ABD’de kısa dönem tahvil faizleri, uzun dönem tahvil faizlerinin oldukça üzerinde seyrediyor. Bu durum da resesyon fiyatlamasının olduğunu gösteriyor. İlk çeyrekte %1.6 daralan ABD ekonomisinin, ikinci çeyrekte de daralarak resesyona girme olasılığı oldukça yüksek. Bu zaten bir süredir piyasalar tarafından fiyatlanıyor. Bunun diğer çeyreklerde devam edip etmeyeceği kritik olacaktır.

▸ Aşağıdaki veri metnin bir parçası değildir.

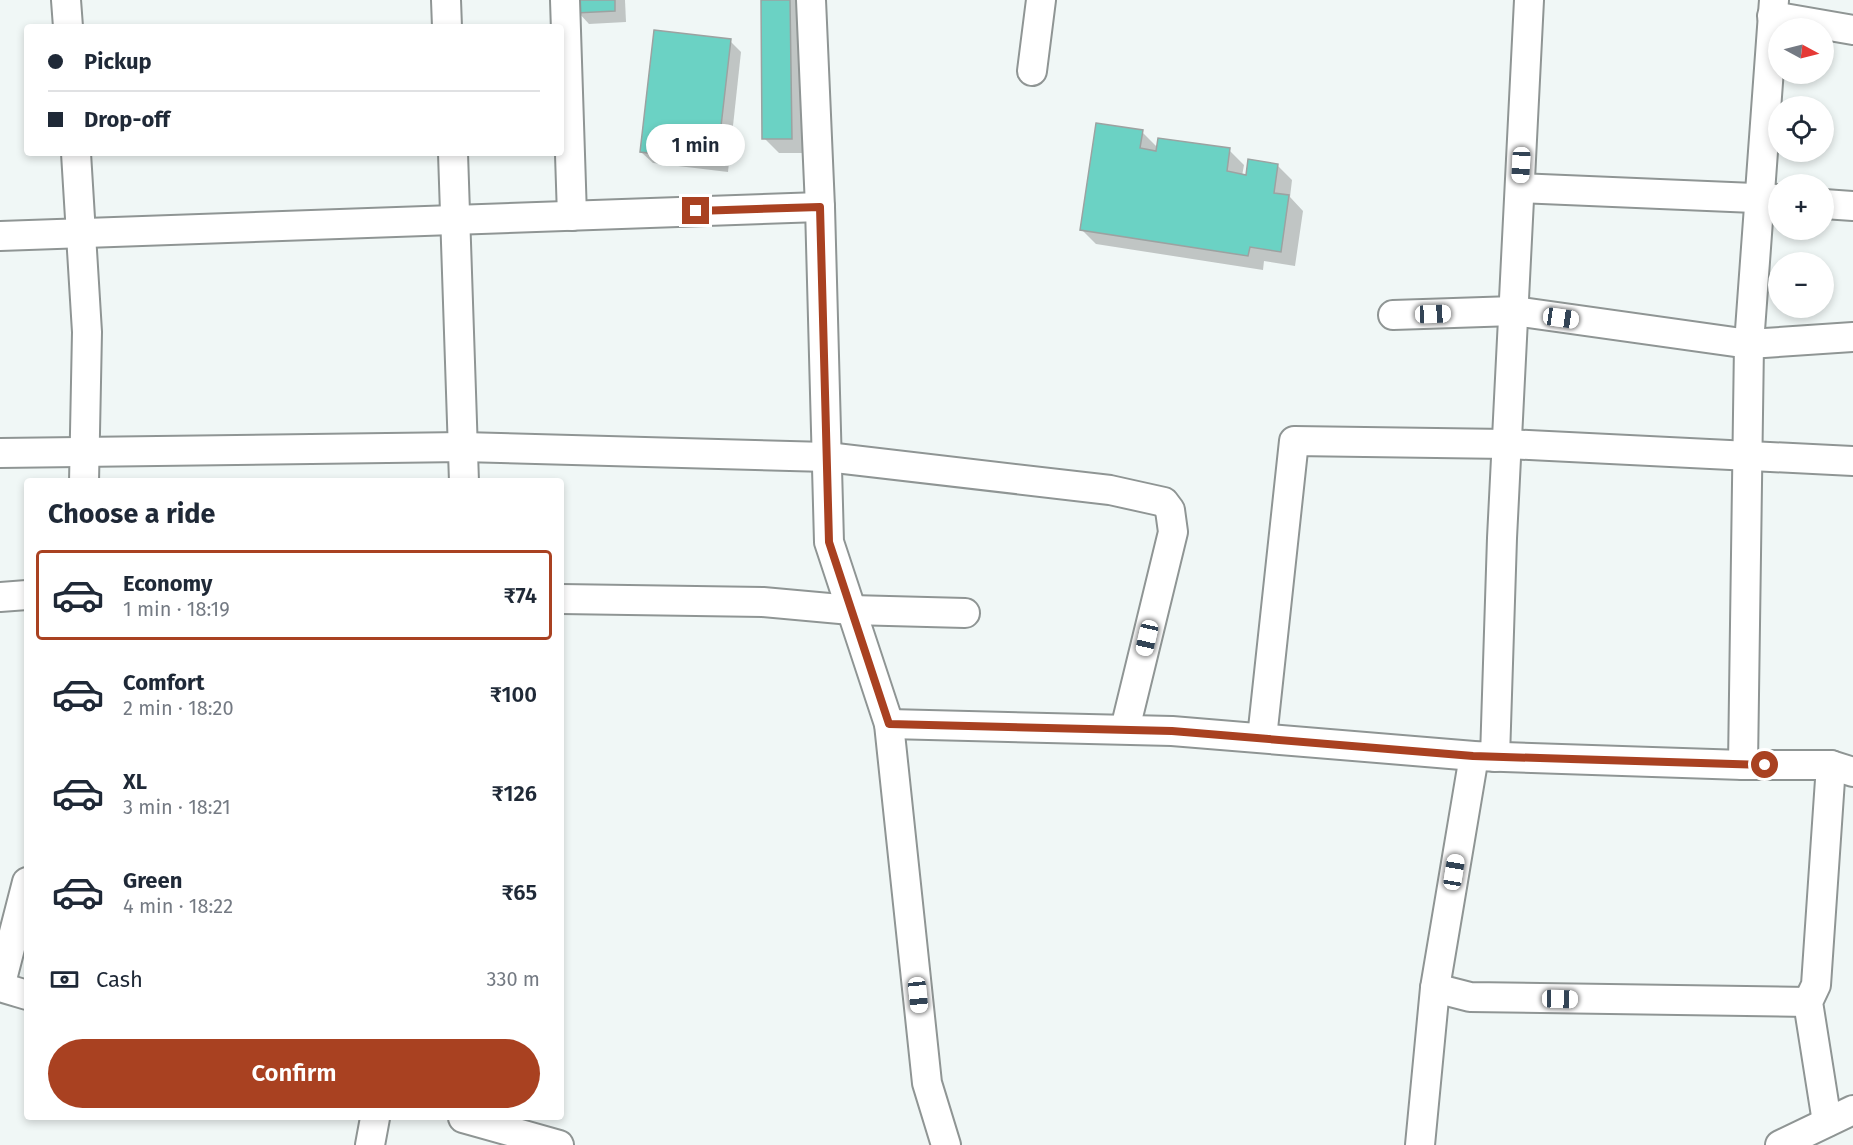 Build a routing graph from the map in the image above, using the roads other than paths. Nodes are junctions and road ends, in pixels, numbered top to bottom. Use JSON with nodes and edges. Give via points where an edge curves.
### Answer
{"nodes":[{"id":1,"x":66,"y":0,"type":"edge"},
{"id":2,"x":446,"y":0,"type":"edge"},
{"id":3,"x":565,"y":0,"type":"edge"},
{"id":4,"x":811,"y":0,"type":"edge"},
{"id":5,"x":1041,"y":0,"type":"edge"},
{"id":6,"x":1529,"y":0,"type":"edge"},
{"id":7,"x":1773,"y":8,"type":"edge"},
{"id":8,"x":68,"y":24,"type":"edge"},
{"id":9,"x":447,"y":24,"type":"edge"},
{"id":10,"x":1853,"y":30,"type":"edge"},
{"id":11,"x":1032,"y":71,"type":"dead end"},
{"id":12,"x":76,"y":156,"type":"edge"},
{"id":13,"x":453,"y":156,"type":"edge"},
{"id":14,"x":1770,"y":174,"type":"edge"},
{"id":15,"x":1520,"y":188,"type":"junction"},
{"id":16,"x":1768,"y":198,"type":"edge"},
{"id":17,"x":1768,"y":205,"type":"edge"},
{"id":18,"x":1834,"y":205,"type":"edge"},
{"id":19,"x":1853,"y":206,"type":"edge"},
{"id":20,"x":820,"y":207,"type":"junction"},
{"id":21,"x":572,"y":216,"type":"junction"},
{"id":22,"x":456,"y":219,"type":"junction"},
{"id":23,"x":81,"y":232,"type":"junction"},
{"id":24,"x":0,"y":236,"type":"edge"},
{"id":25,"x":1514,"y":311,"type":"junction"},
{"id":26,"x":1393,"y":315,"type":"dead end"},
{"id":27,"x":1853,"y":337,"type":"edge"},
{"id":28,"x":1749,"y":344,"type":"junction"},
{"id":29,"x":1507,"y":444,"type":"junction"},
{"id":30,"x":463,"y":447,"type":"junction"},
{"id":31,"x":85,"y":450,"type":"junction"},
{"id":32,"x":0,"y":453,"type":"edge"},
{"id":33,"x":1748,"y":455,"type":"junction"},
{"id":34,"x":827,"y":457,"type":"junction"},
{"id":35,"x":1853,"y":461,"type":"edge"},
{"id":36,"x":84,"y":478,"type":"edge"},
{"id":37,"x":464,"y":478,"type":"edge"},
{"id":38,"x":24,"y":595,"type":"edge"},
{"id":39,"x":0,"y":597,"type":"edge"},
{"id":40,"x":564,"y":599,"type":"edge"},
{"id":41,"x":851,"y":610,"type":"junction"},
{"id":42,"x":965,"y":614,"type":"dead end"},
{"id":43,"x":889,"y":724,"type":"junction"},
{"id":44,"x":1125,"y":729,"type":"junction"},
{"id":45,"x":1262,"y":738,"type":"junction"},
{"id":46,"x":1484,"y":756,"type":"junction"},
{"id":47,"x":1743,"y":765,"type":"junction"},
{"id":48,"x":1842,"y":768,"type":"edge"},
{"id":49,"x":24,"y":894,"type":"edge"},
{"id":50,"x":0,"y":987,"type":"edge"},
{"id":51,"x":1435,"y":988,"type":"junction"},
{"id":52,"x":24,"y":994,"type":"edge"},
{"id":53,"x":1808,"y":1002,"type":"junction"},
{"id":54,"x":1853,"y":1110,"type":"edge"},
{"id":55,"x":375,"y":1120,"type":"edge"},
{"id":56,"x":469,"y":1120,"type":"edge"},
{"id":57,"x":1827,"y":1122,"type":"junction"},
{"id":58,"x":370,"y":1145,"type":"edge"},
{"id":59,"x":558,"y":1145,"type":"edge"},
{"id":60,"x":946,"y":1145,"type":"edge"},
{"id":61,"x":1419,"y":1145,"type":"edge"},
{"id":62,"x":1780,"y":1145,"type":"edge"}],
"edges":[{"from":1,"to":8,"type":"street"},
{"from":2,"to":9,"type":"street"},
{"from":3,"to":21,"type":"street"},
{"from":4,"to":20,"type":"street"},
{"from":5,"to":11,"type":"street"},
{"from":6,"to":15,"type":"street"},
{"from":7,"to":10,"type":"street"},
{"from":7,"to":14,"type":"street"},
{"from":12,"to":23,"type":"street"},
{"from":13,"to":22,"type":"street"},
{"from":15,"to":16,"type":"street"},
{"from":15,"to":25,"type":"street"},
{"from":17,"to":28,"type":"street"},
{"from":18,"to":19,"type":"street"},
{"from":20,"to":21,"type":"street"},
{"from":20,"to":34,"type":"street"},
{"from":21,"to":22,"type":"street"},
{"from":22,"to":23,"type":"street"},
{"from":22,"to":30,"type":"street"},
{"from":23,"to":24,"type":"street"},
{"from":23,"to":31,"type":"street","via":[[87,332]]},
{"from":25,"to":26,"type":"street"},
{"from":25,"to":28,"type":"street"},
{"from":25,"to":29,"type":"street"},
{"from":27,"to":28,"type":"street"},
{"from":28,"to":33,"type":"street"},
{"from":29,"to":33,"type":"street"},
{"from":29,"to":45,"type":"street","via":[[1294,441]]},
{"from":29,"to":46,"type":"street"},
{"from":30,"to":31,"type":"street"},
{"from":30,"to":34,"type":"street"},
{"from":30,"to":37,"type":"street"},
{"from":31,"to":32,"type":"street"},
{"from":31,"to":36,"type":"street"},
{"from":33,"to":35,"type":"street"},
{"from":33,"to":47,"type":"street"},
{"from":34,"to":41,"type":"street","via":[[829,542]]},
{"from":34,"to":44,"type":"street","via":[[1110,490],[1164,502],[1170,510],[1173,532]]},
{"from":38,"to":39,"type":"street"},
{"from":40,"to":41,"type":"street","via":[[763,602]]},
{"from":41,"to":42,"type":"street"},
{"from":41,"to":43,"type":"street"},
{"from":43,"to":44,"type":"street"},
{"from":43,"to":60,"type":"street","via":[[927,1083]]},
{"from":44,"to":45,"type":"street"},
{"from":45,"to":46,"type":"street"},
{"from":46,"to":47,"type":"street"},
{"from":46,"to":51,"type":"street"},
{"from":47,"to":48,"type":"street"},
{"from":48,"to":53,"type":"street","via":[[1816,985]]},
{"from":49,"to":50,"type":"street"},
{"from":50,"to":52,"type":"street"},
{"from":51,"to":53,"type":"street","via":[[1470,997]]},
{"from":51,"to":61,"type":"street"},
{"from":53,"to":57,"type":"street"},
{"from":54,"to":57,"type":"street"},
{"from":55,"to":58,"type":"street"},
{"from":56,"to":59,"type":"street"},
{"from":57,"to":62,"type":"street"}]} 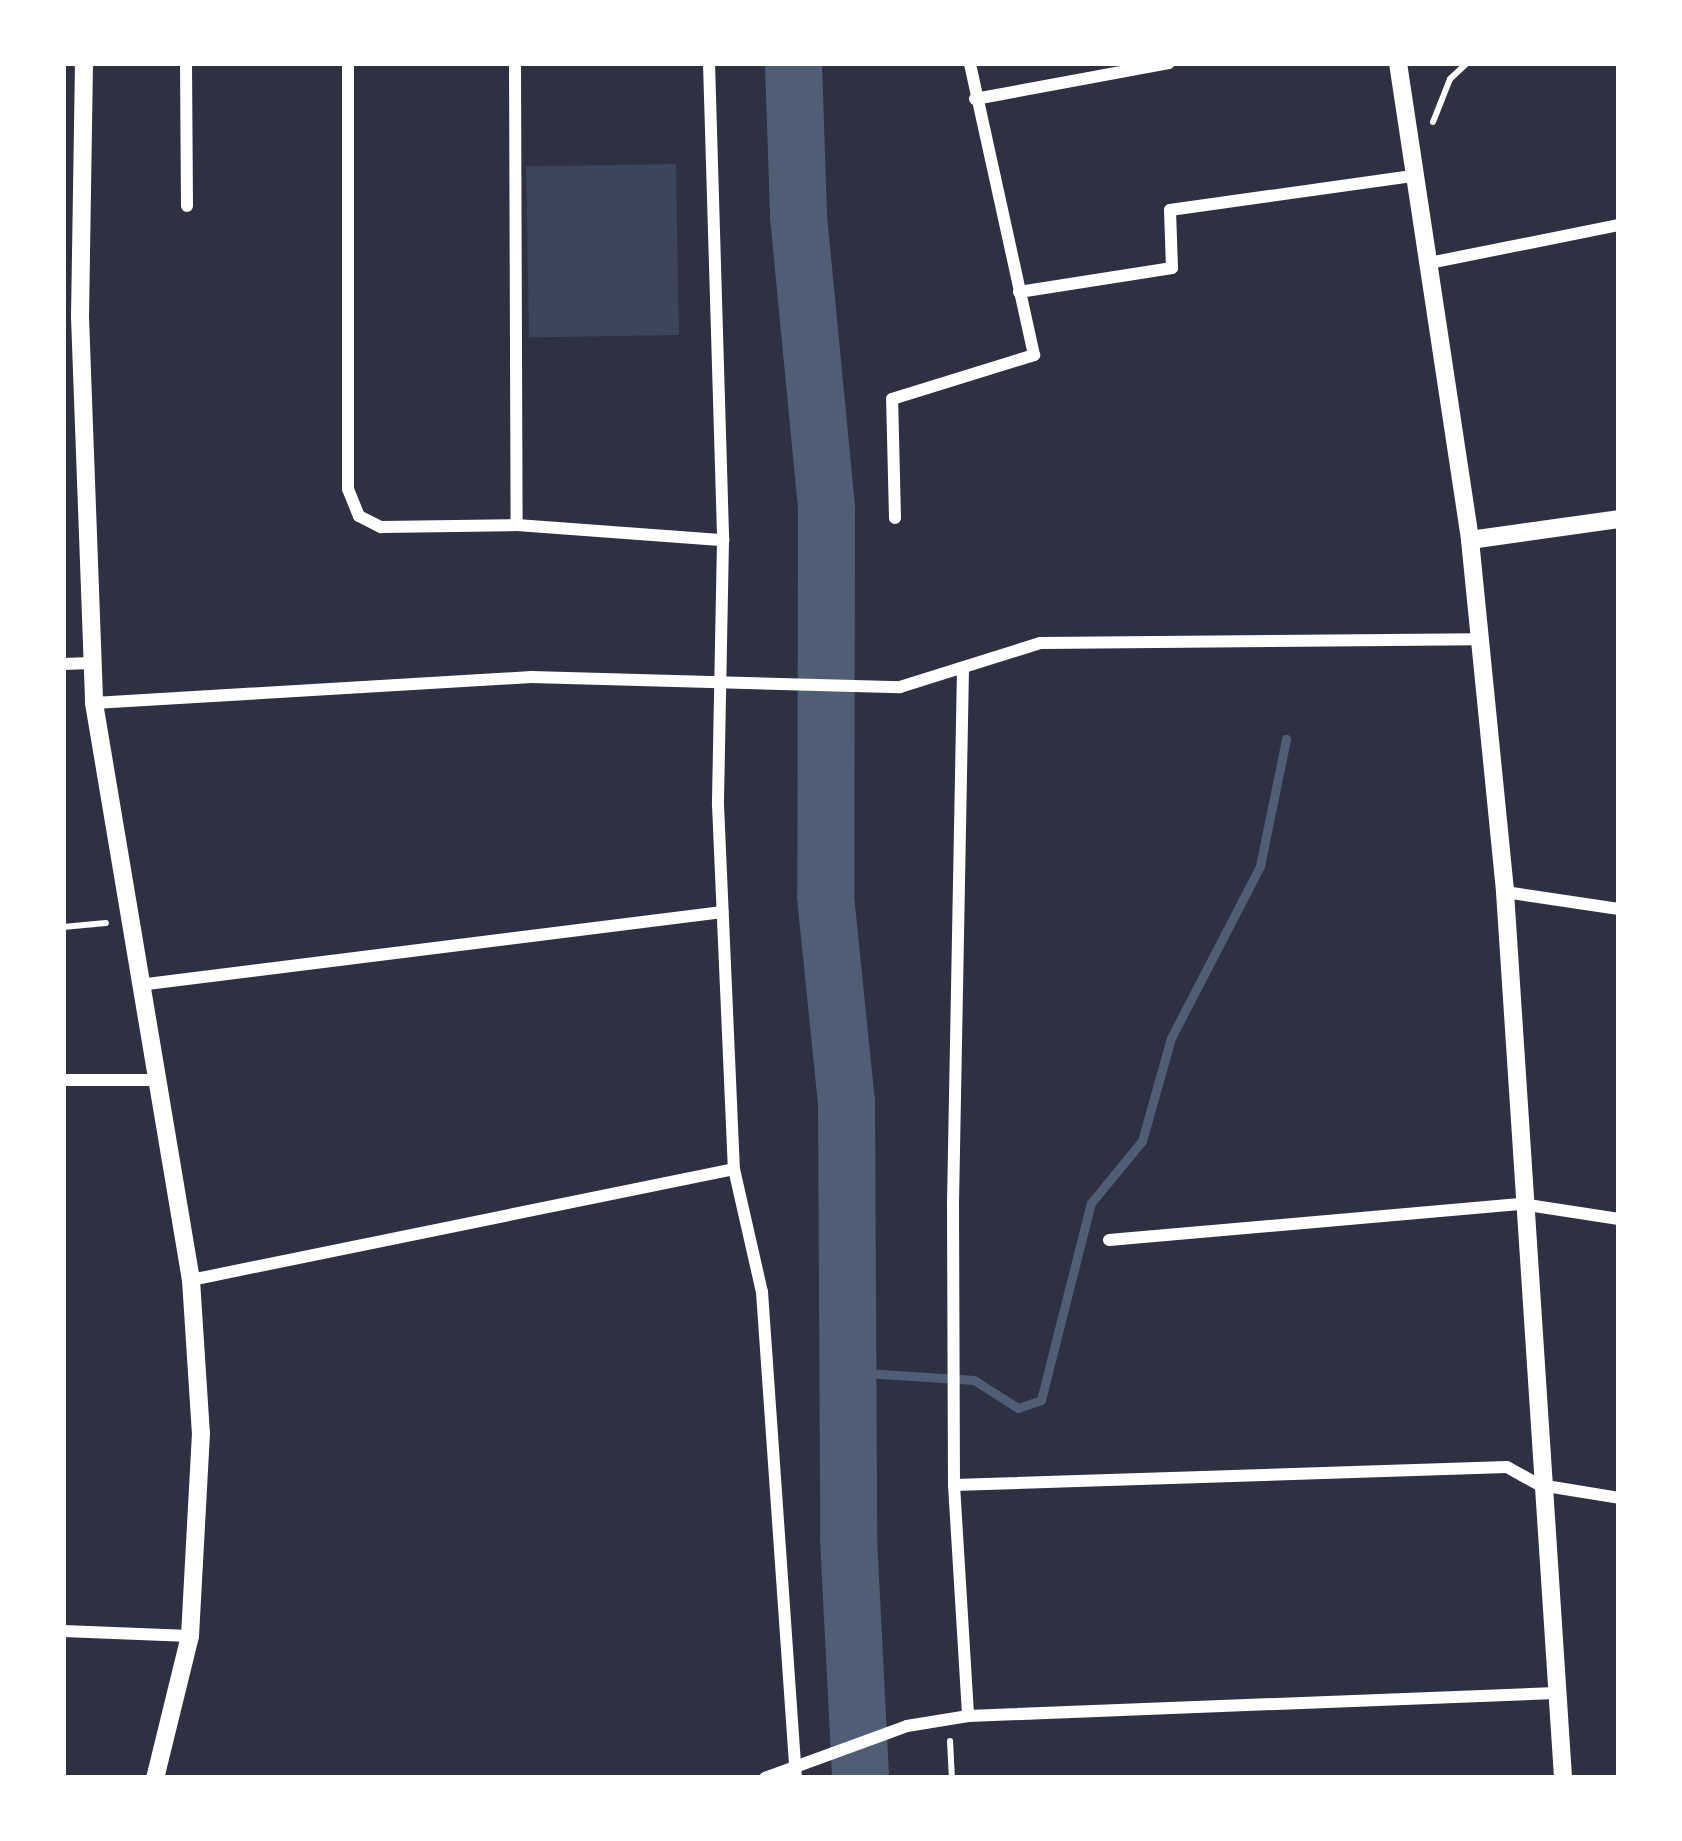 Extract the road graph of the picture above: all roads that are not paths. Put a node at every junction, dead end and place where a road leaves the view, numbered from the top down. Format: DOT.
graph roads {
  1 [pos="84,63"];
  2 [pos="185,63"];
  3 [pos="349,63"];
  4 [pos="515,63"];
  5 [pos="709,63"];
  6 [pos="970,63"];
  7 [pos="1169,63"];
  8 [pos="1398,63"];
  9 [pos="975,98"];
  10 [pos="1417,166"];
  11 [pos="187,206"];
  12 [pos="1619,225"];
  13 [pos="1429,263"];
  14 [pos="1019,292"];
  15 [pos="896,518"];
  16 [pos="1619,519"];
  17 [pos="517,525"];
  18 [pos="724,540"];
  19 [pos="1470,540"];
  20 [pos="1477,639"];
  21 [pos="91,663"];
  22 [pos="63,664"];
  23 [pos="963,668"];
  24 [pos="721,684"];
  25 [pos="94,703"];
  26 [pos="1505,892"];
  27 [pos="1619,909"];
  28 [pos="722,912"];
  29 [pos="147,984"];
  30 [pos="162,1080"];
  31 [pos="63,1081"];
  32 [pos="734,1169"];
  33 [pos="1522,1204"];
  34 [pos="1619,1220"];
  35 [pos="1109,1240"];
  36 [pos="191,1280"];
  37 [pos="954,1485"];
  38 [pos="1540,1485"];
  39 [pos="1619,1498"];
  40 [pos="63,1631"];
  41 [pos="190,1636"];
  42 [pos="1556,1694"];
  43 [pos="968,1716"];
  44 [pos="796,1772"];
  45 [pos="154,1778"];
  46 [pos="765,1778"];
  47 [pos="1563,1778"];
  1 -- 21 [label="street"];
  2 -- 11 [label="street"];
  3 -- 17 [label="street"];
  4 -- 17 [label="street"];
  5 -- 18 [label="street"];
  6 -- 9 [label="street"];
  7 -- 9 [label="street"];
  8 -- 10 [label="street"];
  9 -- 14 [label="street"];
  10 -- 13 [label="street"];
  10 -- 14 [label="street"];
  12 -- 13 [label="street"];
  13 -- 19 [label="street"];
  14 -- 15 [label="street"];
  16 -- 19 [label="street"];
  17 -- 18 [label="street"];
  18 -- 24 [label="street"];
  19 -- 20 [label="street"];
  20 -- 23 [label="street"];
  20 -- 26 [label="street"];
  21 -- 22 [label="street"];
  21 -- 25 [label="street"];
  23 -- 24 [label="street"];
  23 -- 37 [label="street"];
  24 -- 25 [label="street"];
  24 -- 28 [label="street"];
  25 -- 29 [label="street"];
  26 -- 27 [label="street"];
  26 -- 33 [label="street"];
  28 -- 29 [label="street"];
  28 -- 32 [label="street"];
  29 -- 30 [label="street"];
  30 -- 31 [label="street"];
  30 -- 36 [label="street"];
  32 -- 36 [label="street"];
  32 -- 44 [label="street"];
  33 -- 34 [label="street"];
  33 -- 35 [label="street"];
  33 -- 38 [label="street"];
  36 -- 41 [label="street"];
  37 -- 38 [label="street"];
  37 -- 43 [label="street"];
  38 -- 39 [label="street"];
  38 -- 42 [label="street"];
  40 -- 41 [label="street"];
  41 -- 45 [label="street"];
  42 -- 43 [label="street"];
  42 -- 47 [label="street"];
  43 -- 44 [label="street"];
  44 -- 46 [label="street"];
}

Mevcut durumda baskı altında kalan piyasalar için enflasyon verileri büyük önem taşımaya devam edecektir. Ne zaman ki ABD’de enflasyonun tepe yaptığına yönelik sinyaller gelir o zaman faiz artırım beklentileri de gevşeyecektir. Böyle bir durum piyasaları rahatlatabilir fakat bunun yakın vadede olacağını düşünmüyorum. Bu nedenle dolar endeksi değerlenmeye ve riskli varlıklar genel resimde baskı altında kalmaya devam edebilir.

Burada özellikle USD borçlanması yüksek olan ve USD’ye hassasiyeti üst seviyede olan Türkiye gibi gelişmekte olan ülkeler için zorlu bir sürecin olduğunu söyleyebiliriz. Hem USD borçlanma maliyetlerinin artması hem de TL’nin USD’ye karşı değer kayıplarının devam etmesi gelecek dönemler için negatif etkiler yapmaya devam edecektir.